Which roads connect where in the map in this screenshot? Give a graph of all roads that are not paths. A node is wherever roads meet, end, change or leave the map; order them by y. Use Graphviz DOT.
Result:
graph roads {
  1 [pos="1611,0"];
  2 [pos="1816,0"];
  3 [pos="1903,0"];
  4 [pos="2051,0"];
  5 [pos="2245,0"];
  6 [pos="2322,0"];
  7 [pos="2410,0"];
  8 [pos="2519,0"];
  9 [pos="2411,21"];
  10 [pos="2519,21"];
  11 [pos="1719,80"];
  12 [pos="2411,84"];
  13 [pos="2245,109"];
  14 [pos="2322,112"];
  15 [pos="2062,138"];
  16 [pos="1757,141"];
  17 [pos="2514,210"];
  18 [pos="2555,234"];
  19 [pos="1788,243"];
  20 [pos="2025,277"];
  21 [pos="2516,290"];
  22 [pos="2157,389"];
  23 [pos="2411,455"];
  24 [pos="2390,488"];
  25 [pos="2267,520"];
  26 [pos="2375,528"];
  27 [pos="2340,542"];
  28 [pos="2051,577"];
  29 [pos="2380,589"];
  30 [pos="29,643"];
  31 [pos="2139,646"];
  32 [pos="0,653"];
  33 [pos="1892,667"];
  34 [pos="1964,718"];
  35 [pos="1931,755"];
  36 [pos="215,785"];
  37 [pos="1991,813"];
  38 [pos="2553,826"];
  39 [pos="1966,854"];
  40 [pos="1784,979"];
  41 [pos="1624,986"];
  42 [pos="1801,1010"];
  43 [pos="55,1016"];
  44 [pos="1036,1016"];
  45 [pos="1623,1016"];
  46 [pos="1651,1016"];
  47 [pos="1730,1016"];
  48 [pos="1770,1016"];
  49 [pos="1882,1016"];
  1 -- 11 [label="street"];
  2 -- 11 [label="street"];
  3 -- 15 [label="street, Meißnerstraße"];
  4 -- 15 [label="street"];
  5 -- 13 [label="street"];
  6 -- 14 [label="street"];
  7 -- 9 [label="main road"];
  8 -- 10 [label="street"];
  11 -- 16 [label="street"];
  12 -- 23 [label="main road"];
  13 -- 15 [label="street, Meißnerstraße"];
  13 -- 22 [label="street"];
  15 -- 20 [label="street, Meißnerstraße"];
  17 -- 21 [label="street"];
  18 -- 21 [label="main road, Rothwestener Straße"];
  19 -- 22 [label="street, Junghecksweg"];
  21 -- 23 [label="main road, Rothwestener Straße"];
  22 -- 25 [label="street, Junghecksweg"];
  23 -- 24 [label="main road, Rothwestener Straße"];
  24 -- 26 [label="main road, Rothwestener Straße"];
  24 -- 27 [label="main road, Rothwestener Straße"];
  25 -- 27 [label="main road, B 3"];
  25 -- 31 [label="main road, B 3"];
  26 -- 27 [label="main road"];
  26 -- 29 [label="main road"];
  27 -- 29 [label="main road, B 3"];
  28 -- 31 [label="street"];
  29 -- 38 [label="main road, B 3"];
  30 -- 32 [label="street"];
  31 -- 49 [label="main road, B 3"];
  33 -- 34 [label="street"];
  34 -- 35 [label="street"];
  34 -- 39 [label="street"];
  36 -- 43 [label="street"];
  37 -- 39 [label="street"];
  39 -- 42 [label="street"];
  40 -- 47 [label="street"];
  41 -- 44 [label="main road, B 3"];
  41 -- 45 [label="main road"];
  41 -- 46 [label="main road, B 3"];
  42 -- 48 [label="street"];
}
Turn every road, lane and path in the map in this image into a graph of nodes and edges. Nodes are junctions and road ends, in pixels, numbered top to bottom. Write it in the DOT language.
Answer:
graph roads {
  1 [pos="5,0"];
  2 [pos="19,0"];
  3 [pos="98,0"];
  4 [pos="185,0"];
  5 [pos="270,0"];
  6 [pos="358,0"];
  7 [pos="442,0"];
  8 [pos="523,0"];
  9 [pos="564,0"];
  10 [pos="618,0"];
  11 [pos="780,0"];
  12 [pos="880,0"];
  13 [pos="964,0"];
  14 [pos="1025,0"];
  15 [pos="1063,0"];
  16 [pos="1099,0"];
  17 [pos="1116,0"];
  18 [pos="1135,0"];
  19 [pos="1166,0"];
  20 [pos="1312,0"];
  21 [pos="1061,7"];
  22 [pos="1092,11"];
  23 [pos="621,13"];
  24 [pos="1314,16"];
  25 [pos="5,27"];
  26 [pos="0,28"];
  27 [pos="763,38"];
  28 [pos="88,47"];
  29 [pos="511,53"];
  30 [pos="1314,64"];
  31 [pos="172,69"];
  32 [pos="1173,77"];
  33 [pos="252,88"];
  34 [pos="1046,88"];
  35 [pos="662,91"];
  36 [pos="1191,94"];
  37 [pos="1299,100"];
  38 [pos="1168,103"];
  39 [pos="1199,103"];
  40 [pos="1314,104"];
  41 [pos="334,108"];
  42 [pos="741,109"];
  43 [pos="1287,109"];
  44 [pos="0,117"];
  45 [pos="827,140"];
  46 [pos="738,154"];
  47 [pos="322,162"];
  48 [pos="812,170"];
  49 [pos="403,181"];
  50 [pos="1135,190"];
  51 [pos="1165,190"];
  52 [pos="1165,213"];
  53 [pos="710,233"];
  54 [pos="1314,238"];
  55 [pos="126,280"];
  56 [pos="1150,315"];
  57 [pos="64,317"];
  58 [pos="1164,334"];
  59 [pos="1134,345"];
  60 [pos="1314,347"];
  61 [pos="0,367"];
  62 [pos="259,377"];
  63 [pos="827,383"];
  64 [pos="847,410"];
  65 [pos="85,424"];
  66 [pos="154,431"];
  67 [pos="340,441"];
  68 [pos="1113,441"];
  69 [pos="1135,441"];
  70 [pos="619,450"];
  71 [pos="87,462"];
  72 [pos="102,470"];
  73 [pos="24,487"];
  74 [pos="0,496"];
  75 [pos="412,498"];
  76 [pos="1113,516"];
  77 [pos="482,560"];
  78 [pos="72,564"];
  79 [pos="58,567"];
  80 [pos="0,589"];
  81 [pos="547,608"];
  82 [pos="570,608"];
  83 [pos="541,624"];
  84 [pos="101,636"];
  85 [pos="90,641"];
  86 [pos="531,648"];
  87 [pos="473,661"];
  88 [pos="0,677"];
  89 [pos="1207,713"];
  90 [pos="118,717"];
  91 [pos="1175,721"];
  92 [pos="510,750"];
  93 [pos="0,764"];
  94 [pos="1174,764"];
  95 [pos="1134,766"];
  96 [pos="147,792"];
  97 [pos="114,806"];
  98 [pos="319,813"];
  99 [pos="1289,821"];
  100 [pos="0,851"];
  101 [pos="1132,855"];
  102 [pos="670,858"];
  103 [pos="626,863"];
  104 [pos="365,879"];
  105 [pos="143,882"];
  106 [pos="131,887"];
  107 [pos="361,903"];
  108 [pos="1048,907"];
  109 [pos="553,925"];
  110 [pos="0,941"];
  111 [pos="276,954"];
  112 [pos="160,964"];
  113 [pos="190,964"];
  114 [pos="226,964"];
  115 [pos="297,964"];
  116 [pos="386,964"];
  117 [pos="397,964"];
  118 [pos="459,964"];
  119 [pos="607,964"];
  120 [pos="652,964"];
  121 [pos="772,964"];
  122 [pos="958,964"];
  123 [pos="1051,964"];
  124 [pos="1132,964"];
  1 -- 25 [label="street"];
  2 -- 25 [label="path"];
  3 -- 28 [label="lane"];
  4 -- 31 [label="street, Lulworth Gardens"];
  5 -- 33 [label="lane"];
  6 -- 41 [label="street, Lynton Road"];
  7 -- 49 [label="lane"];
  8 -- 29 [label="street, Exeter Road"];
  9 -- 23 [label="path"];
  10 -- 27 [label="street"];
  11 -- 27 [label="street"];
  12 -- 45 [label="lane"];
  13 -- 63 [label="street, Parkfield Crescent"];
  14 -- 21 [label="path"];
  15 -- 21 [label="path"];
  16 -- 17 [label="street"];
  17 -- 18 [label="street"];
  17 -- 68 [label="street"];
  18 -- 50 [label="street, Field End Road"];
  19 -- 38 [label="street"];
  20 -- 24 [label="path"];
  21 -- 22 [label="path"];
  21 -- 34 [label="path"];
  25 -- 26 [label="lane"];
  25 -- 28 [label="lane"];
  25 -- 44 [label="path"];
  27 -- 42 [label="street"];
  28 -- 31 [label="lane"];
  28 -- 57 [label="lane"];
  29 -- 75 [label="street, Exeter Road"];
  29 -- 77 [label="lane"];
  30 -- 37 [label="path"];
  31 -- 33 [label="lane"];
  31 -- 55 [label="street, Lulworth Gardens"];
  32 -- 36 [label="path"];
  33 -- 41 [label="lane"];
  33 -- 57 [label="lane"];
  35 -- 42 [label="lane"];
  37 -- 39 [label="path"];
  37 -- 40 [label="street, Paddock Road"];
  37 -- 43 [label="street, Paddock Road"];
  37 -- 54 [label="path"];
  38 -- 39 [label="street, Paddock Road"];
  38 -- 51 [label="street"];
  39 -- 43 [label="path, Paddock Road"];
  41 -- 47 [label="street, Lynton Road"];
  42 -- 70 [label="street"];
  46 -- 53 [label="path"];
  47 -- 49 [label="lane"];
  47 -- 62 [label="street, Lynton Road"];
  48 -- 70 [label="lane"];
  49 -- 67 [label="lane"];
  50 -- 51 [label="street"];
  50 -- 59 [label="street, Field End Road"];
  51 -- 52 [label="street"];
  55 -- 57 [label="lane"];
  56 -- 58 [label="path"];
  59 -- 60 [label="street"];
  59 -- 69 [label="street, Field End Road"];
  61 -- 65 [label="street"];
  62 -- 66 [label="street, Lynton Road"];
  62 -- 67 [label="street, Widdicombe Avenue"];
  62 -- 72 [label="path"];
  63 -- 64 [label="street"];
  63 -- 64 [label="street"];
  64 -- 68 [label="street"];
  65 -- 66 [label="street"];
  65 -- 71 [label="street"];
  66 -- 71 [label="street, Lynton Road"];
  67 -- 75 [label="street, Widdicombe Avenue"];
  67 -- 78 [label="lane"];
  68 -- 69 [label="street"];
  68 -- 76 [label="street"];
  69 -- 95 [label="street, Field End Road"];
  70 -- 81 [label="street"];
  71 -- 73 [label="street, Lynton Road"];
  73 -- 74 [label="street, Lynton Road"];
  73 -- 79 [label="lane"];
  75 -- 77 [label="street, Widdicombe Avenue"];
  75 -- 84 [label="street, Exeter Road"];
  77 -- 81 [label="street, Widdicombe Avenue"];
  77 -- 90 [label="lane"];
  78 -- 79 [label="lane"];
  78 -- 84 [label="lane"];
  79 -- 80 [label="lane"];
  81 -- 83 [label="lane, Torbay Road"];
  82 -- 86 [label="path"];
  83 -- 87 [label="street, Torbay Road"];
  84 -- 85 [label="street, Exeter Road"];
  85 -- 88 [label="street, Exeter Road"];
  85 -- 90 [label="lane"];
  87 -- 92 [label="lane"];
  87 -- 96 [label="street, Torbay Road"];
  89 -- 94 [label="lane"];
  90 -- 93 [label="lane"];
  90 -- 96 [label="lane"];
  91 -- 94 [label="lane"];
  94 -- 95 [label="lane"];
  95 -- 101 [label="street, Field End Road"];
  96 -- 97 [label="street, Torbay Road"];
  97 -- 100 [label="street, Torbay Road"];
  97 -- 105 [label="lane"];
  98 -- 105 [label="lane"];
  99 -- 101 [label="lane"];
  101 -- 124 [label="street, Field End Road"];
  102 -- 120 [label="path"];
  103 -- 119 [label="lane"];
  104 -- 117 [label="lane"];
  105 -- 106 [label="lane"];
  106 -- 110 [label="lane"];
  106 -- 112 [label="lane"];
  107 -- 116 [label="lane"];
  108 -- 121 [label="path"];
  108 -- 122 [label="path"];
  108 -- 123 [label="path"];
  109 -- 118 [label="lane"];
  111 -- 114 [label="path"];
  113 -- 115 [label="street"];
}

□ □ □

WHAT YOU SHOULD DO ▸
Would you show each line of the material above that contains the string "this"?

EXPECTED ANSWER ▸
Which roads connect where in the map in this screenshot? Give a graph of all roads that are not paths. A node is wherever roads meet, end, change or leave the map; order them by y. Use Graphviz DOT.
Turn every road, lane and path in the map in this image into a graph of nodes and edges. Nodes are junctions and road ends, in pixels, numbered top to bottom. Write it in the DOT language.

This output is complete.